How the VAR_POP() function works in Mariadb?

The VAR_POP() function in MariaDB is used to calculate the population variance of a set of values.

Posted on

The VAR_POP() function in MariaDB is used to calculate the population variance of a set of values. The population variance is a measure of how spread out the data values are from their mean or average value, considering the entire population of data points.

Syntax

The syntax for the MariaDB VAR_POP() function is as follows:

VAR_POP(expr)
  • expr: The expression representing the set of values for which you want to calculate the population variance. This can be a column name, a literal value, or an expression that evaluates to a set of numeric values.

The function returns the population variance of the input values as a floating-point number.

Examples

Example 1: Calculate the population variance of a column

This example demonstrates how to use the VAR_POP() function to calculate the population variance of values in a column.

DROP TABLE IF EXISTS scores;
CREATE TABLE scores (
  student_id INT,
  score FLOAT
);

INSERT INTO scores (student_id, score)
VALUES
  (1, 85.5),
  (2, 92.0),
  (3, 78.0),
  (4, 88.5),
  (5, 91.0);

SELECT VAR_POP(score) AS population_variance
FROM scores;

The following is the output:

+---------------------+
| population_variance |
+---------------------+
|  25.300000000000004 |
+---------------------+

This example creates a scores table with student_id and score columns, inserts some sample data, and then calculates the population variance of the score column using the VAR_POP() function.

Example 2: Calculate the population variance of an expression

This example shows how to use the VAR_POP() function to calculate the population variance of an expression.

DROP TABLE IF EXISTS products;
CREATE TABLE products (
  product_id INT,
  price DECIMAL(10, 2),
  quantity INT
);

INSERT INTO products (product_id, price, quantity)
VALUES
  (1, 19.99, 100),
  (2, 29.99, 150),
  (3, 39.99, 75),
  (4, 49.99, 200);

SELECT VAR_POP(price * quantity) AS variance_of_total_value
FROM products;

The following is the output:

+-------------------------+
| variance_of_total_value |
+-------------------------+
|          9544172.105469 |
+-------------------------+

This example creates a products table with product_id, price, and quantity columns, inserts some sample data, and then calculates the population variance of the expression price * quantity using the VAR_POP() function. This expression represents the total value of each product (price multiplied by quantity).
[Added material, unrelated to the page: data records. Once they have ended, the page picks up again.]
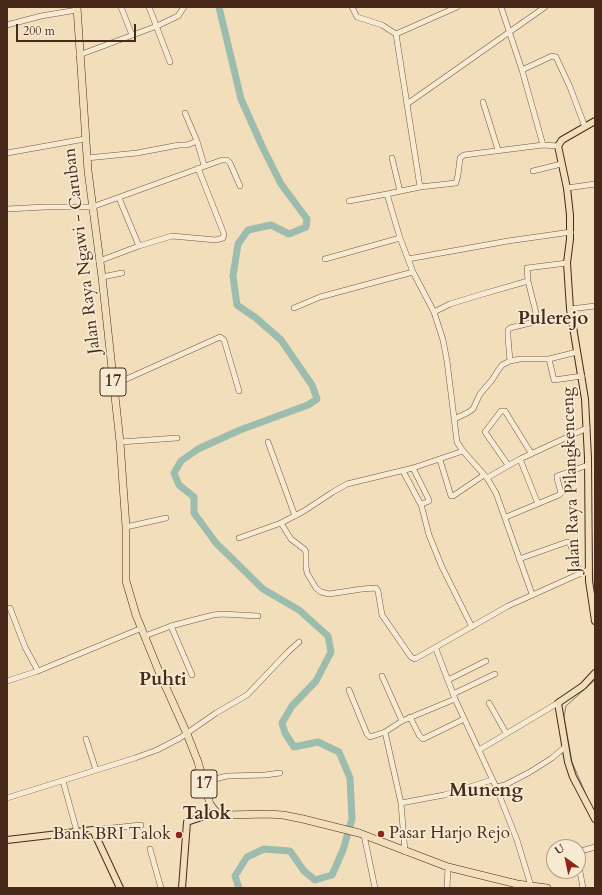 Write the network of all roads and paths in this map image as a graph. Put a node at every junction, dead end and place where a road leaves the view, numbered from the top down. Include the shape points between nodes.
1 (121, 7) edge
2 (149, 7) edge
3 (184, 7) edge
4 (352, 7) edge
5 (457, 7) edge
6 (501, 7) edge
7 (545, 7) edge
8 (77, 8) edge
9 (7, 25) edge
10 (157, 26) junction
11 (509, 32) junction
12 (396, 34) junction
13 (132, 35) junction
14 (79, 55) junction
15 (170, 62) dead end
16 (522, 70) junction
17 (483, 102) dead end
18 (407, 104) junction
19 (185, 113) dead end
20 (595, 121) edge
21 (585, 127) junction
22 (85, 139) junction
23 (197, 141) junction
24 (543, 145) junction
25 (558, 146) junction
26 (498, 150) junction
27 (7, 153) edge
28 (87, 158) junction
29 (392, 158) dead end
30 (561, 164) junction
31 (204, 166) junction
32 (198, 168) junction
33 (533, 171) dead end
34 (595, 184) edge
35 (240, 186) dead end
36 (420, 187) junction
37 (567, 188) junction
38 (400, 191) junction
39 (387, 194) junction
40 (120, 198) junction
41 (349, 201) dead end
42 (92, 207) junction
43 (7, 209) edge
44 (571, 232) junction
45 (400, 238) junction
46 (139, 246) junction
47 (325, 259) dead end
48 (408, 259) junction
49 (99, 261) junction
50 (567, 263) junction
51 (413, 272) junction
52 (122, 273) dead end
53 (102, 277) junction
54 (528, 281) junction
55 (595, 306) edge
56 (294, 308) dead end
57 (570, 309) junction
58 (434, 312) junction
59 (572, 316) junction
60 (538, 321) junction
61 (577, 352) junction
62 (549, 359) junction
63 (510, 361) junction
64 (582, 376) junction
65 (114, 385) junction
66 (239, 391) dead end
67 (454, 419) junction
68 (587, 428) junction
69 (177, 438) dead end
70 (120, 442) junction
71 (268, 442) dead end
72 (463, 451) junction
73 (531, 454) junction
74 (520, 459) junction
75 (440, 460) junction
76 (508, 465) junction
77 (588, 465) junction
78 (413, 468) junction
79 (403, 471) junction
80 (486, 477) junction
81 (421, 504) junction
82 (538, 504) junction
83 (295, 516) junction
84 (506, 517) junction
85 (166, 518) dead end
86 (281, 523) junction
87 (126, 527) junction
88 (239, 538) dead end
89 (520, 559) junction
90 (588, 570) junction
91 (580, 574) junction
92 (532, 594) junction
93 (10, 608) dead end
94 (258, 616) dead end
95 (595, 621) edge
96 (171, 626) junction
97 (472, 627) junction
98 (142, 628) junction
99 (145, 636) junction
100 (299, 642) dead end
101 (436, 649) junction
102 (486, 661) dead end
103 (38, 672) junction
104 (595, 673) edge
105 (495, 674) dead end
106 (192, 675) dead end
107 (382, 676) dead end
108 (448, 680) junction
109 (7, 681) edge
110 (349, 690) dead end
111 (454, 696) junction
112 (558, 703) junction
113 (489, 704) dead end
114 (410, 717) junction
115 (464, 719) junction
116 (402, 721) junction
117 (385, 732) junction
118 (506, 733) junction
119 (188, 734) junction
120 (86, 739) dead end
121 (565, 747) junction
122 (479, 750) junction
123 (96, 770) junction
124 (280, 774) dead end
125 (492, 780) junction
126 (63, 781) junction
127 (203, 782) junction
128 (496, 787) junction
129 (7, 798) edge
130 (401, 802) junction
131 (210, 805) junction
132 (223, 814) junction
133 (207, 815) junction
134 (595, 819) edge
135 (141, 825) dead end
136 (93, 830) junction
137 (77, 832) junction
138 (361, 834) junction
139 (7, 840) edge
140 (150, 850) dead end
141 (405, 852) junction
142 (448, 867) junction
143 (531, 886) junction
144 (120, 888) edge
145 (162, 888) edge
146 (182, 888) edge
147 (374, 888) edge
148 (447, 888) edge
149 (547, 888) edge

1 - 13 street
2 - 10 street
3 - 10 street via 178,16
4 - 12 street via 357,17 382,25
5 - 12 street
6 - 11 street
7 - 11 street
8 - 9 street
8 - 14 highway, Jalan Raya Ngawi - Caruban / 17
10 - 13 street
10 - 15 street
11 - 16 street
11 - 18 street
12 - 18 street
13 - 14 street
14 - 22 highway, Jalan Raya Ngawi - Caruban / 17
16 - 21 street via 552,56 556,57
16 - 24 street
17 - 26 street
18 - 36 street
19 - 23 street
20 - 21 main road
21 - 25 main road via 562,140
22 - 27 street
22 - 28 highway, Jalan Raya Ngawi - Caruban / 17
23 - 28 street via 137,153
23 - 31 street
24 - 25 street
24 - 26 street
25 - 30 main road, Jalan Raya Pilangkenceng
26 - 36 street via 462,156 456,183
28 - 42 highway, Jalan Raya Ngawi - Caruban / 17
29 - 38 street
30 - 33 street
30 - 37 main road, Jalan Raya Pilangkenceng
31 - 32 street
31 - 35 street via 227,160
32 - 40 street
32 - 46 street via 224,234 223,238 216,240 172,236
34 - 37 street
36 - 38 street
37 - 44 main road, Jalan Raya Pilangkenceng
38 - 39 street
39 - 41 street
39 - 45 street
40 - 42 street
40 - 46 street
42 - 43 street
42 - 49 highway, Jalan Raya Ngawi - Caruban / 17
44 - 48 street
44 - 50 main road, Jalan Raya Pilangkenceng
45 - 47 street
45 - 48 street
46 - 49 street
48 - 51 street
49 - 53 highway, Jalan Raya Ngawi - Caruban / 17
50 - 54 street via 528,267
50 - 57 main road, Jalan Raya Pilangkenceng
51 - 56 street via 320,297
51 - 58 street
52 - 53 street
53 - 65 highway, Jalan Raya Ngawi - Caruban / 17
54 - 58 street via 450,304
54 - 60 street
55 - 57 street
57 - 59 main road, Jalan Raya Pilangkenceng
58 - 67 street via 447,361
59 - 60 street
59 - 61 main road, Jalan Raya Pilangkenceng
60 - 63 street via 508,330
61 - 62 street
61 - 64 main road, Jalan Raya Pilangkenceng
62 - 63 street
62 - 64 street via 554,380
63 - 67 street via 502,365 480,394 473,409
64 - 68 main road, Jalan Raya Pilangkenceng
65 - 66 street via 220,337 224,340
65 - 70 highway, Jalan Raya Ngawi - Caruban / 17
67 - 72 street via 457,442
68 - 73 street
68 - 77 main road, Jalan Raya Pilangkenceng
69 - 70 street
70 - 87 highway, Jalan Raya Ngawi - Caruban / 17
71 - 83 street
72 - 75 street
72 - 80 street
73 - 74 street
73 - 76 street via 505,411 501,411 485,432
74 - 76 street
74 - 82 street
75 - 78 street
75 - 80 street via 451,496
76 - 80 street
77 - 82 street via 558,476 561,494
77 - 90 main road, Jalan Raya Pilangkenceng
78 - 79 street
78 - 81 street via 429,500
79 - 81 street
79 - 83 street via 347,484
80 - 84 street
81 - 97 street via 429,535 442,567
82 - 84 street
83 - 86 street
84 - 89 street
85 - 87 street
86 - 88 street
86 - 101 street via 291,539 306,552 307,573 316,588 329,594 376,588 382,615 413,659
87 - 98 highway, Jalan Raya Ngawi - Caruban / 17 via 126,581
89 - 91 street via 567,542 570,543
89 - 92 street
90 - 91 street
90 - 95 main road, Jalan Raya Pilangkenceng
91 - 92 street
92 - 97 street
93 - 103 street
94 - 96 street via 222,614
96 - 99 street
96 - 106 street
97 - 101 street
98 - 99 highway, Jalan Raya Ngawi - Caruban / 17
98 - 103 street
99 - 119 highway, Jalan Raya Ngawi - Caruban / 17
100 - 119 street via 247,696 216,713
101 - 108 street
102 - 108 street
103 - 109 street
104 - 112 main road via 583,686
105 - 111 street
107 - 116 street
108 - 111 street
110 - 117 street via 367,734 372,737
111 - 114 street
111 - 115 street
112 - 118 street
112 - 121 main road
113 - 118 street
114 - 115 street via 423,739
114 - 116 street
115 - 122 street
116 - 117 street
117 - 130 street
118 - 122 street
119 - 123 street via 146,754
119 - 127 highway, Jalan Raya Ngawi - Caruban / 17
120 - 123 street
121 - 128 street via 530,772
121 - 134 main road via 568,762
122 - 125 street
123 - 126 street
124 - 127 street via 227,776
125 - 128 street
125 - 130 street via 444,795
126 - 129 street
126 - 137 street
127 - 131 highway, Jalan Raya Ngawi - Caruban / 17
128 - 143 street via 517,840
130 - 141 street
131 - 132 highway, 17 via 216,812
131 - 133 main road
132 - 133 main road
132 - 138 highway, 17 via 283,815
133 - 146 main road via 187,822
135 - 136 street
136 - 137 main road
136 - 144 main road
137 - 139 main road
138 - 141 highway, 17
138 - 147 street
140 - 145 street
141 - 142 highway, 17
142 - 143 highway, 17
142 - 148 street
143 - 149 highway, 17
Example 3: Calculate the population variance across multiple groups

This example illustrates how to use the VAR_POP() function to calculate the population variance across multiple groups.

DROP TABLE IF EXISTS employees;
CREATE TABLE employees (
  employee_id INT,
  department VARCHAR(50),
  salary FLOAT
);

INSERT INTO employees (employee_id, department, salary)
VALUES
  (1, 'Sales', 50000.0),
  (2, 'Sales', 55000.0),
  (3, 'Marketing', 60000.0),
  (4, 'Marketing', 62000.0),
  (5, 'IT', 70000.0),
  (6, 'IT', 75000.0);

SELECT
  department,
  VAR_POP(salary) AS population_variance
FROM
  employees
GROUP BY
  department;

The following is the output:

+------------+---------------------+
| department | population_variance |
+------------+---------------------+
| IT         |             6250000 |
| Marketing  |             1000000 |
| Sales      |             6250000 |
+------------+---------------------+

This example creates an employees table with employee_id, department, and salary columns, inserts some sample data, and then calculates the population variance of the salary column grouped by department using the VAR_POP() function and the GROUP BY clause.

Example 4: Calculate the population variance with NULL values

This example shows how the VAR_POP() function handles NULL values.

DROP TABLE IF EXISTS measurements;
CREATE TABLE measurements (
  id INT,
  value FLOAT
);

INSERT INTO measurements (id, value)
VALUES
  (1, 10.5),
  (2, 12.0),
  (3, NULL),
  (4, 15.0),
  (5, 11.0);

SELECT VAR_POP(value) AS population_variance
FROM measurements;

The following is the output:

+---------------------+
| population_variance |
+---------------------+
|            3.046875 |
+---------------------+

This example creates a measurements table with id and value columns, inserts some sample data including a NULL value, and then calculates the population variance of the value column using the VAR_POP() function. The function ignores the NULL value when calculating the population variance.

Example 5: Calculate the population variance of a subset of values

This example demonstrates how to use the VAR_POP() function to calculate the population variance of a subset of values based on a condition.

DROP TABLE IF EXISTS temperature_readings;
CREATE TABLE temperature_readings (
  location VARCHAR(50),
  temperature FLOAT
);

INSERT INTO temperature_readings (location, temperature)
VALUES
  ('New York', 25.5),
  ('Los Angeles', 30.0),
  ('Chicago', 20.0),
  ('New York', 27.0),
  ('Los Angeles', 32.0),
  ('Chicago', 18.0);

SELECT
  VAR_POP(temperature) AS population_variance
FROM
  temperature_readings
WHERE
  location = 'New York';

The following is the output:

+---------------------+
| population_variance |
+---------------------+
|              0.5625 |
+---------------------+

This example creates a temperature_readings table with location and temperature columns, inserts some sample data, and then calculates the population variance of the temperature column for the location ‘New York’ using the VAR_POP() function and a WHERE clause.

The following are some functions related to the MariaDB VAR_POP() function:

  • MariaDB VAR_SAMP() function is used to calculate the sample variance of a set of values.
  • MariaDB STDDEV_POP() function is used to calculate the population standard deviation of a set of values.
  • MariaDB STDDEV_SAMP() function is used to calculate the sample standard deviation of a set of values.
  • MariaDB VARIANCE() function is an alias for the VAR_SAMP() function and calculates the sample variance.

Conclusion

The VAR_POP() function in MariaDB is a valuable tool for calculating the population variance of a set of values, which is a crucial statistical measure in various data analysis tasks. By understanding its syntax, usage, and the examples provided, you can effectively incorporate this function into your SQL queries and database operations, enabling you to perform advanced statistical analysis on your data.